DP does the tree with the kids. I am the one who had to get up in the lift though and sort all.og the other decs put. If I didn't, then the decs wouldn't be up until Xmas Eve.

LolaSmiles · 17/12/2019 12:05

I hate the use of “martyr”. In my experience it’s usually used to describe a woman trapped in a circle of societal expectations and sexism. Calling her a martyr is a good way of avoiding addressing the issues that put her in that circle, and blaming the victim
I agree to a point but I think anothe poster sums it up well here:

Many of the posters on here just want us all to eye-roll at their useless families and help them polish their halos, when they could do with a kick up the arse to be honest
I can think of one family friend who retired early, fills their days with volunteering and hobbies (good for them by the way), but then positively loves complaining about how busy they are, how they're always everyone's go to person, how the societies and groups would fall apart without them, and so on.
They were the same when working, the utterly indispensable person who the whole team relied upon.
They are the same with their family. So they complain and nag at their DH for not loading the dishwasher properly, not pegging the washing properly etc. We've stayed with them and there's nothing wrong with how their DH does things, it's just not the martyrs way. DH will make tea for martyr when she's been out being superwoman and she'll make silly "jokes" about it and how he's starve without her etc. Unsurprisingly over the 15 years we've known them their DH has done less and less because he can't win either way.

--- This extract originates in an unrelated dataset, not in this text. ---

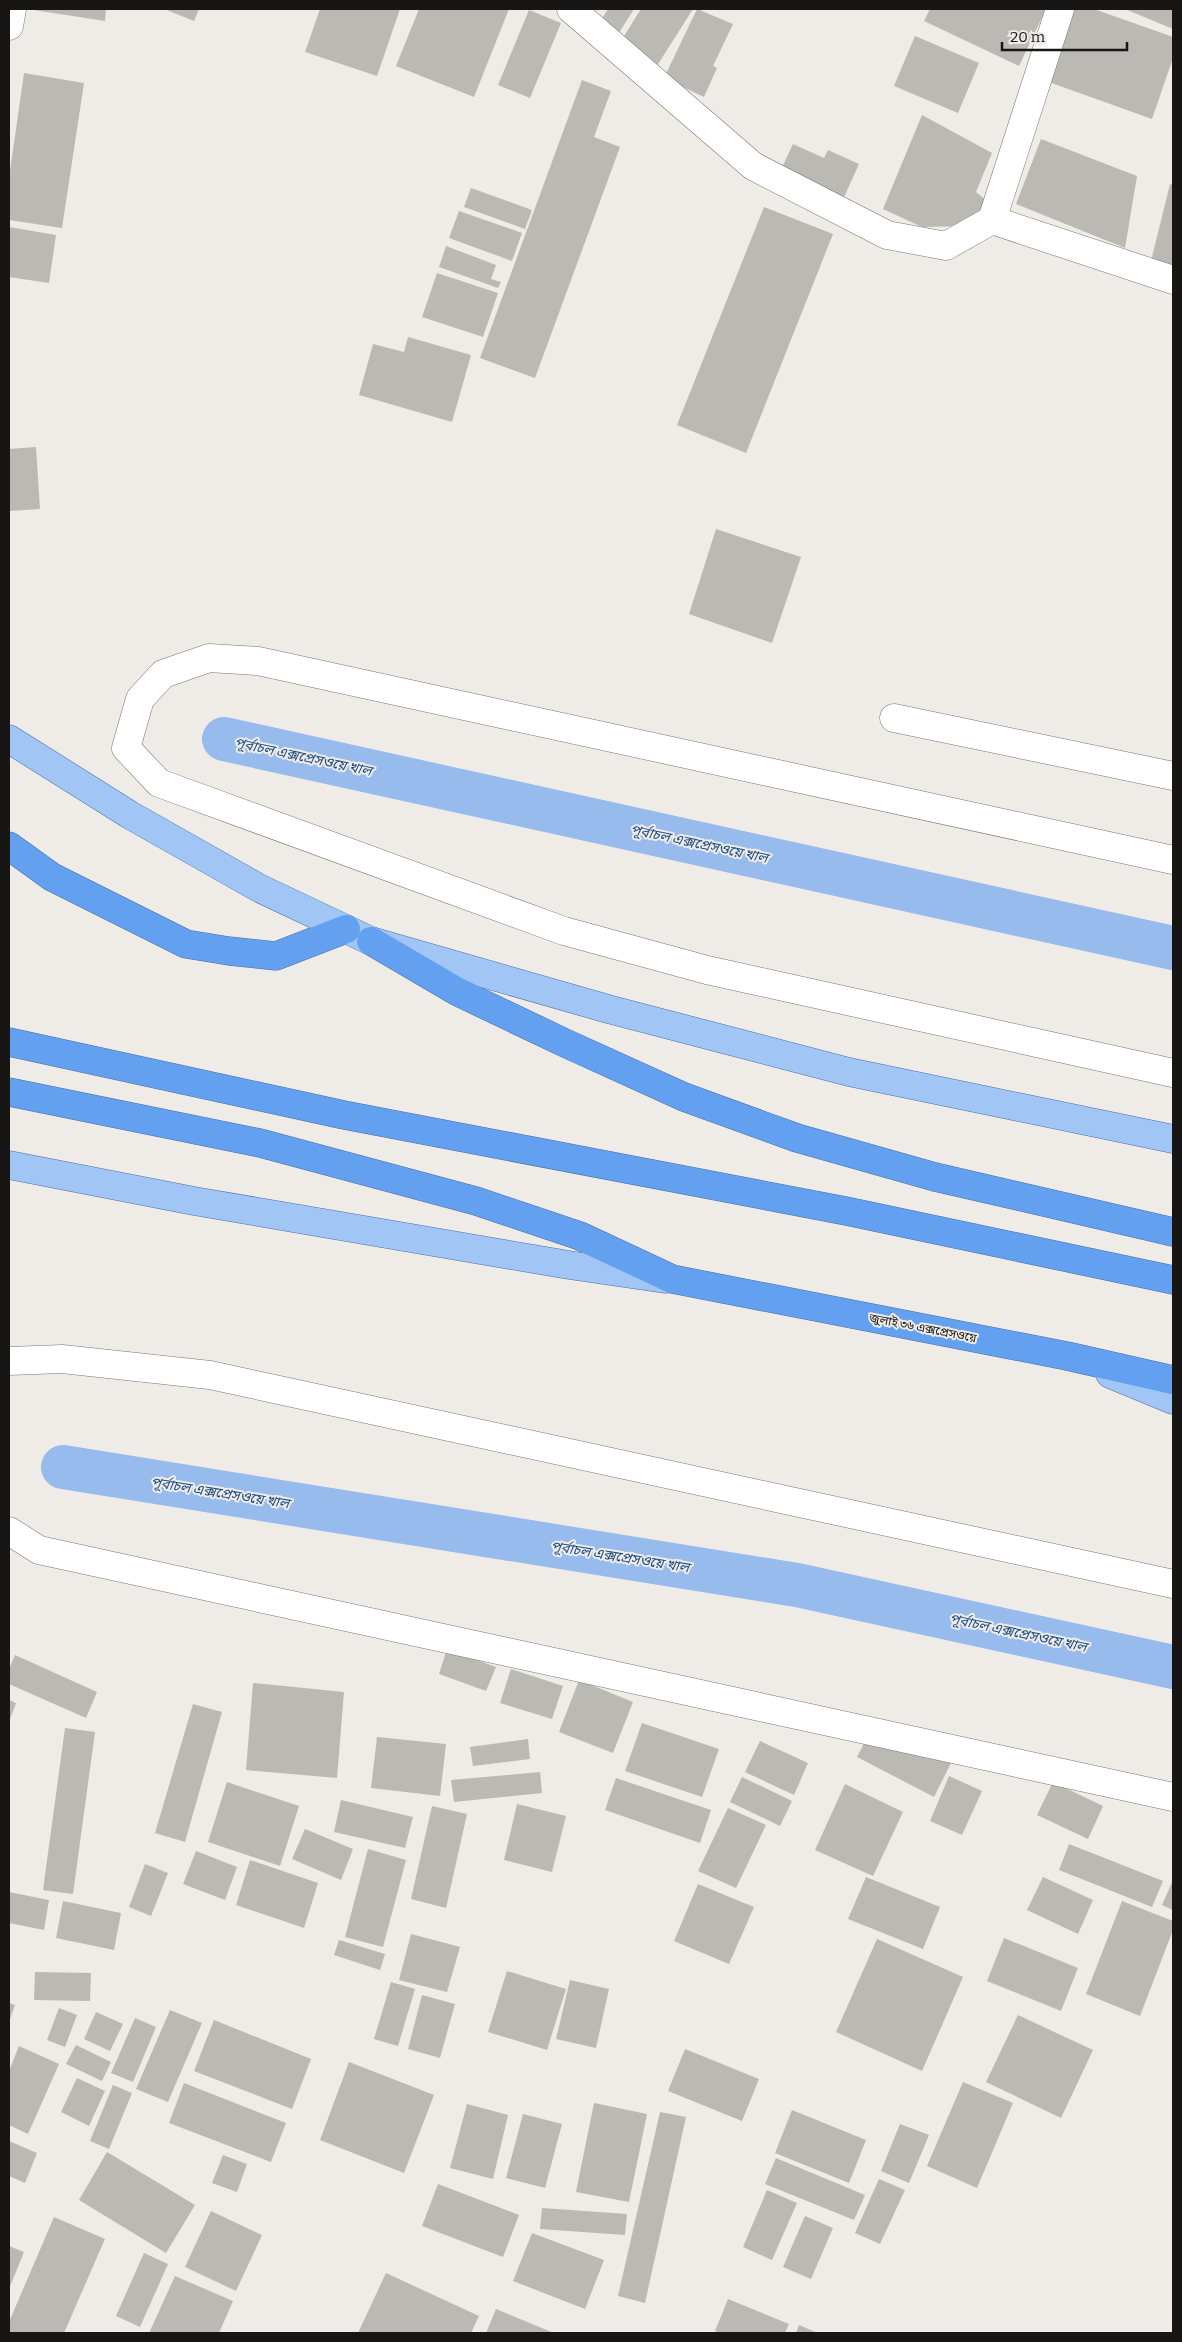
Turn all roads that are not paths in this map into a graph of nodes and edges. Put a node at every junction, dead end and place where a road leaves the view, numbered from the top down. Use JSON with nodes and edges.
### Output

At Christmas, the tree has to be themed and done in a certain way, cards have to be handmade (but that naturally means complaining about doing the cards for her in laws 'for her husband' when he was quite happy to send normal Christmas cards but she insisted they had to be crafted by hand), they refuse help in the kitchen but make a big deal about how they're a slave to the kitchen at Christmas and so on.

Some people are just martyrs by personality and they need a reality check.

WorraLiberty · 17/12/2019 12:09

I hope all you mothers of sons are teaching them how to cook!

Their dads can do that.

How? When so many mothers are swallowing the crap that the dads can't cook? Confused

WorraLiberty · 17/12/2019 12:12

they'll start with pot noodle, get bored, experiment and start cooking. It's not a hard skill to master.

Or they'll settle down with the daughter of a Mumsnetter, raised in a home where because the man 'can't cook', the daughter feels she has to do it all because she's swallowed that crap just like her mum did.

Dyrne · 17/12/2019 12:15

81Byerley there’s nothing wrong with doing it all if you enjoy it or want it a certain way - it’s only if you were moaning that your DH “never does anything” while shrieking at him that he’s done the decorative bow on the wreath wrong.

rhubarbcrumbles · 17/12/2019 12:19

I was married to a man who said he couldn't cook, his first xmas present after we met was a cook book along with a note in his card saying he'd be getting nothing but cook books for xmas until he learnt to cook. He didn't get one again Grin

bluebluezoo · 17/12/2019 12:23

also- why are professional chefs nearly always male- if "men can't cook"?

If it was a blue brain thing then how do you explain Gordon Ramsey, Jamie Oliver, Keith Floyd, Phil Vickery, marco pierre white, that gino bloke, james martin, rick stein, et al?